As a world champion in the -93kg category, Emil knows firsthand what it takes to compete and win at the highest level. His competitive highlights include 2nd place at SBD Sheffield 2025, where he also set a category record, and multiple podium finishes at IPF World Championships, including bronze in 2021, 2nd place and two European records in 2022, and a junior world bench press record in 2019.
But Emil’s greatest strength lies in his role as a coach. He has worked with a wide range of athletes—from first-time lifters to elite international competitors—designing individualized training programs that align with each athlete’s goals, body mechanics, and lifestyle. His coaching is data-driven, evidence-based, and tailored for long-term progress.
He specializes in:
Powerlifting technique optimization (squat, bench, deadlift)
Strength periodization and peaking strategies
Injury rehabilitation and prevention
Athlete mindset, discipline, and competition prep
Remote and in-person coaching for all levels
Coach Emil’s approach combines technical precision, mentorship, and accountability. He believes in building strong, educated athletes—not just physically, but mentally—equipping them with the tools to become independent and successful in the sport for years to come.
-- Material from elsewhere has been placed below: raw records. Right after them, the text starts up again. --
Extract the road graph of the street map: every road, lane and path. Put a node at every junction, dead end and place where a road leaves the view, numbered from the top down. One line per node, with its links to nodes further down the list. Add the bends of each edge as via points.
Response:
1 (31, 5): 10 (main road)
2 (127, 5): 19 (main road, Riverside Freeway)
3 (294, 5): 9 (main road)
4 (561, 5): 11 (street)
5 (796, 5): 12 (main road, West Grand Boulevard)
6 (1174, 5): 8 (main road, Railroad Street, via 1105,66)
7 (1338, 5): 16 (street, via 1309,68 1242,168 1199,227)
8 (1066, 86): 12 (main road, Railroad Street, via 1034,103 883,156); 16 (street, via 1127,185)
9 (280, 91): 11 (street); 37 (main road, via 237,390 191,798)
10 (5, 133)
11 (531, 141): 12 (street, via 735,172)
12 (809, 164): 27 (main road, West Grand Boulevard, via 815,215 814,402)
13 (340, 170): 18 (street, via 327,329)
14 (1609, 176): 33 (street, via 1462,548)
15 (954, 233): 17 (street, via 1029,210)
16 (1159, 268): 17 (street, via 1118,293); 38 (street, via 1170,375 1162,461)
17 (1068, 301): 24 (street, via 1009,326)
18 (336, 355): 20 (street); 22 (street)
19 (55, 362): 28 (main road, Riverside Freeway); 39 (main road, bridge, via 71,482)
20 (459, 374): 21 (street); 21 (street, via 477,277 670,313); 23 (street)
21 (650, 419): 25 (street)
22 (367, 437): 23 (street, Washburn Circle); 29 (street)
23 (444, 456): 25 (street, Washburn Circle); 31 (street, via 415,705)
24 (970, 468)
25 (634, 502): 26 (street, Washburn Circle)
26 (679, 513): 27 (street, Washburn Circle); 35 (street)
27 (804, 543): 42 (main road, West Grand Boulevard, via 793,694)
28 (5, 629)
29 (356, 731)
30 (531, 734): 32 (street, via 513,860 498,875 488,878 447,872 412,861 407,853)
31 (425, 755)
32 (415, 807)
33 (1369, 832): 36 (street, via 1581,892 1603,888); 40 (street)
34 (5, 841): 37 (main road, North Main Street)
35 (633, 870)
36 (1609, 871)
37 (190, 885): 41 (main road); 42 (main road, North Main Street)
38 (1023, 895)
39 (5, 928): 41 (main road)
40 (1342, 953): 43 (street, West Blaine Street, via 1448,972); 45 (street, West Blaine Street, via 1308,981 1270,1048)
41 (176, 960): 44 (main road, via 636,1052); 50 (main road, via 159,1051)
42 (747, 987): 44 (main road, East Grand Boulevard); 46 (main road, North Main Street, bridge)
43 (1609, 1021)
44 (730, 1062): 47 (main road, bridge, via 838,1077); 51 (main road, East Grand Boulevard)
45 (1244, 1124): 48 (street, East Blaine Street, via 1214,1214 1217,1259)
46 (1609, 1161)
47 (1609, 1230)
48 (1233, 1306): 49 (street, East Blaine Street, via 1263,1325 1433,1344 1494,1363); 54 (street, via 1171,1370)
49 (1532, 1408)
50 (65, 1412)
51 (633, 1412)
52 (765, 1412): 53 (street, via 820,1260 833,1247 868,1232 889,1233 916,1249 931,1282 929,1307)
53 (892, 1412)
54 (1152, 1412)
Whether you’re a beginner starting your strength journey or a seasoned lifter chasing records, Coach Emil offers expert guidance, proven methods, and the mindset of a world-class athlete to help you perform at your best.
Coach Asya holds a Bachelor’s degree in Telecommunications Engineering and has experience in software development and documentation. Combining her analytical background with a passion for sport, she transitioned into coaching, where she has dedicated her development in strength training and powerlifting.
She is a certified powerlifting coach (NSA, 2019) and earned her Fitness Instructor certification from Strong by Science in 2020. In 2022, she qualified as an International Referee during the European Powerlifting Championships. She actively supports athletes on and off the platform, focusing on technique development, strength progression, and injury prevention.
Asya is a multiple-time national champion and represented Bulgaria at the 2024/2025 IPF World Powerlifting Championships. Her coaching style is structured, data-driven, and personalized—drawing from both her technical background and years of athletic experience. She has worked with lifters of all levels, from beginners to elite competitors, and is passionate about building long-term athlete development plans.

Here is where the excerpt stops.